- Collected data entries
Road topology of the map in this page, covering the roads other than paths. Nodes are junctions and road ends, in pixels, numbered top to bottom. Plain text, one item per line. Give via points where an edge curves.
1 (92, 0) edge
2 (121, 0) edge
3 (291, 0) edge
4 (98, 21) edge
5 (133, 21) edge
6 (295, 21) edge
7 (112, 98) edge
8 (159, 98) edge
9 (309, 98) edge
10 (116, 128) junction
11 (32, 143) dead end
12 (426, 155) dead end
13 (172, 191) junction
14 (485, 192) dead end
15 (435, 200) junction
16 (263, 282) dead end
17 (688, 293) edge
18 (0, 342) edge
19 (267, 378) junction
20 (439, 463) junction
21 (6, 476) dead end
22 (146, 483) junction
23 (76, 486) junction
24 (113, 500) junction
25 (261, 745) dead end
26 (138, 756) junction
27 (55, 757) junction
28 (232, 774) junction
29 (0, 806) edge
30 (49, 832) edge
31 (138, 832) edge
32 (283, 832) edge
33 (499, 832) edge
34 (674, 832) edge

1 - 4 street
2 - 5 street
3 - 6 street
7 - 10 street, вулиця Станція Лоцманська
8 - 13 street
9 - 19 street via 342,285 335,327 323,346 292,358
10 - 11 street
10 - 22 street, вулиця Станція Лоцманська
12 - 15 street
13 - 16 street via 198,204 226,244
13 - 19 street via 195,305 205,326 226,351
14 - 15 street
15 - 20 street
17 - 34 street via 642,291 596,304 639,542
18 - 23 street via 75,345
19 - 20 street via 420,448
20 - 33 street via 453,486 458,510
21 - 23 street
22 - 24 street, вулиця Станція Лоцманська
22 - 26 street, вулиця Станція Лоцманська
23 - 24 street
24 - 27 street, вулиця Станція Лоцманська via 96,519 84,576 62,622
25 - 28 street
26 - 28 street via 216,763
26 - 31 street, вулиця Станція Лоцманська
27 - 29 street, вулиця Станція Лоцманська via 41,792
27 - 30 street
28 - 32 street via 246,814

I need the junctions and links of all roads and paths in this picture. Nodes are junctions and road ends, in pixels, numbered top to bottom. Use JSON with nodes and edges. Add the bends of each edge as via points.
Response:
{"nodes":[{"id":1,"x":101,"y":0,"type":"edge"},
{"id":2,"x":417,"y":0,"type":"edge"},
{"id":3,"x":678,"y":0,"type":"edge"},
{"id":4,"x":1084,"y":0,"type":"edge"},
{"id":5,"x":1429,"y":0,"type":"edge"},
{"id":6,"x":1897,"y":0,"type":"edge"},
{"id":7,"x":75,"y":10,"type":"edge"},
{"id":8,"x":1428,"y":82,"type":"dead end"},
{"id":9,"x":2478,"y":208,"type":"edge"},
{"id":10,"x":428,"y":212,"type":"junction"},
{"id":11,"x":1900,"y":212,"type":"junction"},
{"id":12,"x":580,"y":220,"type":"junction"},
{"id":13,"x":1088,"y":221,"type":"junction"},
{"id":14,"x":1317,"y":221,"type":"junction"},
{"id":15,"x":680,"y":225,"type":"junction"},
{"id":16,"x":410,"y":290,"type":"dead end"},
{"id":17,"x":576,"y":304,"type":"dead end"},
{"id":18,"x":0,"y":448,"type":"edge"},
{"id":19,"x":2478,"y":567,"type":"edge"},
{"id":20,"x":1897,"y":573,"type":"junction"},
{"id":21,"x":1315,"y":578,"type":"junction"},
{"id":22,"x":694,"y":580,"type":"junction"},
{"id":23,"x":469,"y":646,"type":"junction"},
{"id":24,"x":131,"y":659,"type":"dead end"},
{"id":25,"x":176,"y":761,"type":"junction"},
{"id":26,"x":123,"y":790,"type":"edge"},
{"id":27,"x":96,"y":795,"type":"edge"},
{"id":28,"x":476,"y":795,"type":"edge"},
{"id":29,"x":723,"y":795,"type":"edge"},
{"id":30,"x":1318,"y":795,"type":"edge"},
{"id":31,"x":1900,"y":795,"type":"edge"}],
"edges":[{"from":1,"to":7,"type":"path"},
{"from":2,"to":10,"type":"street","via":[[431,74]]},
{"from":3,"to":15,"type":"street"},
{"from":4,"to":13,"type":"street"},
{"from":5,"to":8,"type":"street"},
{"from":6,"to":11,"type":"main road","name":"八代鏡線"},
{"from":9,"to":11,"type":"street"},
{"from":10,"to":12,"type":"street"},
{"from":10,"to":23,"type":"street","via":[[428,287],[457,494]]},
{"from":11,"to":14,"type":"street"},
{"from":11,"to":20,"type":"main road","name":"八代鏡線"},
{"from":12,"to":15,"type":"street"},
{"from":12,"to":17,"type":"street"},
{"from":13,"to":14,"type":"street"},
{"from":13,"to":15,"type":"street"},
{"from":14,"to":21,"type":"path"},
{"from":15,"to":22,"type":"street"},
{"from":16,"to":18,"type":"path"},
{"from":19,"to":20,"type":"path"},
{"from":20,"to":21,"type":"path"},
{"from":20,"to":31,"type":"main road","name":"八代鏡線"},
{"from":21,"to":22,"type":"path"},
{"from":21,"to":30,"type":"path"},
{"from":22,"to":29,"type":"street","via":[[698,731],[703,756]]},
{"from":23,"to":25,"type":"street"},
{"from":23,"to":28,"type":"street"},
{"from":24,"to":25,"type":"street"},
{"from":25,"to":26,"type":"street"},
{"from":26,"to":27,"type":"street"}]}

- Problem requirements
Retype all of the entries precisely as they are.

- Written solution
Road topology of the map in this page, covering the roads other than paths. Nodes are junctions and road ends, in pixels, numbered top to bottom. Plain text, one item per line. Give via points where an edge curves.
1 (92, 0) edge
2 (121, 0) edge
3 (291, 0) edge
4 (98, 21) edge
5 (133, 21) edge
6 (295, 21) edge
7 (112, 98) edge
8 (159, 98) edge
9 (309, 98) edge
10 (116, 128) junction
11 (32, 143) dead end
12 (426, 155) dead end
13 (172, 191) junction
14 (485, 192) dead end
15 (435, 200) junction
16 (263, 282) dead end
17 (688, 293) edge
18 (0, 342) edge
19 (267, 378) junction
20 (439, 463) junction
21 (6, 476) dead end
22 (146, 483) junction
23 (76, 486) junction
24 (113, 500) junction
25 (261, 745) dead end
26 (138, 756) junction
27 (55, 757) junction
28 (232, 774) junction
29 (0, 806) edge
30 (49, 832) edge
31 (138, 832) edge
32 (283, 832) edge
33 (499, 832) edge
34 (674, 832) edge

1 - 4 street
2 - 5 street
3 - 6 street
7 - 10 street, вулиця Станція Лоцманська
8 - 13 street
9 - 19 street via 342,285 335,327 323,346 292,358
10 - 11 street
10 - 22 street, вулиця Станція Лоцманська
12 - 15 street
13 - 16 street via 198,204 226,244
13 - 19 street via 195,305 205,326 226,351
14 - 15 street
15 - 20 street
17 - 34 street via 642,291 596,304 639,542
18 - 23 street via 75,345
19 - 20 street via 420,448
20 - 33 street via 453,486 458,510
21 - 23 street
22 - 24 street, вулиця Станція Лоцманська
22 - 26 street, вулиця Станція Лоцманська
23 - 24 street
24 - 27 street, вулиця Станція Лоцманська via 96,519 84,576 62,622
25 - 28 street
26 - 28 street via 216,763
26 - 31 street, вулиця Станція Лоцманська
27 - 29 street, вулиця Станція Лоцманська via 41,792
27 - 30 street
28 - 32 street via 246,814

I need the junctions and links of all roads and paths in this picture. Nodes are junctions and road ends, in pixels, numbered top to bottom. Use JSON with nodes and edges. Add the bends of each edge as via points.
Response:
{"nodes":[{"id":1,"x":101,"y":0,"type":"edge"},
{"id":2,"x":417,"y":0,"type":"edge"},
{"id":3,"x":678,"y":0,"type":"edge"},
{"id":4,"x":1084,"y":0,"type":"edge"},
{"id":5,"x":1429,"y":0,"type":"edge"},
{"id":6,"x":1897,"y":0,"type":"edge"},
{"id":7,"x":75,"y":10,"type":"edge"},
{"id":8,"x":1428,"y":82,"type":"dead end"},
{"id":9,"x":2478,"y":208,"type":"edge"},
{"id":10,"x":428,"y":212,"type":"junction"},
{"id":11,"x":1900,"y":212,"type":"junction"},
{"id":12,"x":580,"y":220,"type":"junction"},
{"id":13,"x":1088,"y":221,"type":"junction"},
{"id":14,"x":1317,"y":221,"type":"junction"},
{"id":15,"x":680,"y":225,"type":"junction"},
{"id":16,"x":410,"y":290,"type":"dead end"},
{"id":17,"x":576,"y":304,"type":"dead end"},
{"id":18,"x":0,"y":448,"type":"edge"},
{"id":19,"x":2478,"y":567,"type":"edge"},
{"id":20,"x":1897,"y":573,"type":"junction"},
{"id":21,"x":1315,"y":578,"type":"junction"},
{"id":22,"x":694,"y":580,"type":"junction"},
{"id":23,"x":469,"y":646,"type":"junction"},
{"id":24,"x":131,"y":659,"type":"dead end"},
{"id":25,"x":176,"y":761,"type":"junction"},
{"id":26,"x":123,"y":790,"type":"edge"},
{"id":27,"x":96,"y":795,"type":"edge"},
{"id":28,"x":476,"y":795,"type":"edge"},
{"id":29,"x":723,"y":795,"type":"edge"},
{"id":30,"x":1318,"y":795,"type":"edge"},
{"id":31,"x":1900,"y":795,"type":"edge"}],
"edges":[{"from":1,"to":7,"type":"path"},
{"from":2,"to":10,"type":"street","via":[[431,74]]},
{"from":3,"to":15,"type":"street"},
{"from":4,"to":13,"type":"street"},
{"from":5,"to":8,"type":"street"},
{"from":6,"to":11,"type":"main road","name":"八代鏡線"},
{"from":9,"to":11,"type":"street"},
{"from":10,"to":12,"type":"street"},
{"from":10,"to":23,"type":"street","via":[[428,287],[457,494]]},
{"from":11,"to":14,"type":"street"},
{"from":11,"to":20,"type":"main road","name":"八代鏡線"},
{"from":12,"to":15,"type":"street"},
{"from":12,"to":17,"type":"street"},
{"from":13,"to":14,"type":"street"},
{"from":13,"to":15,"type":"street"},
{"from":14,"to":21,"type":"path"},
{"from":15,"to":22,"type":"street"},
{"from":16,"to":18,"type":"path"},
{"from":19,"to":20,"type":"path"},
{"from":20,"to":21,"type":"path"},
{"from":20,"to":31,"type":"main road","name":"八代鏡線"},
{"from":21,"to":22,"type":"path"},
{"from":21,"to":30,"type":"path"},
{"from":22,"to":29,"type":"street","via":[[698,731],[703,756]]},
{"from":23,"to":25,"type":"street"},
{"from":23,"to":28,"type":"street"},
{"from":24,"to":25,"type":"street"},
{"from":25,"to":26,"type":"street"},
{"from":26,"to":27,"type":"street"}]}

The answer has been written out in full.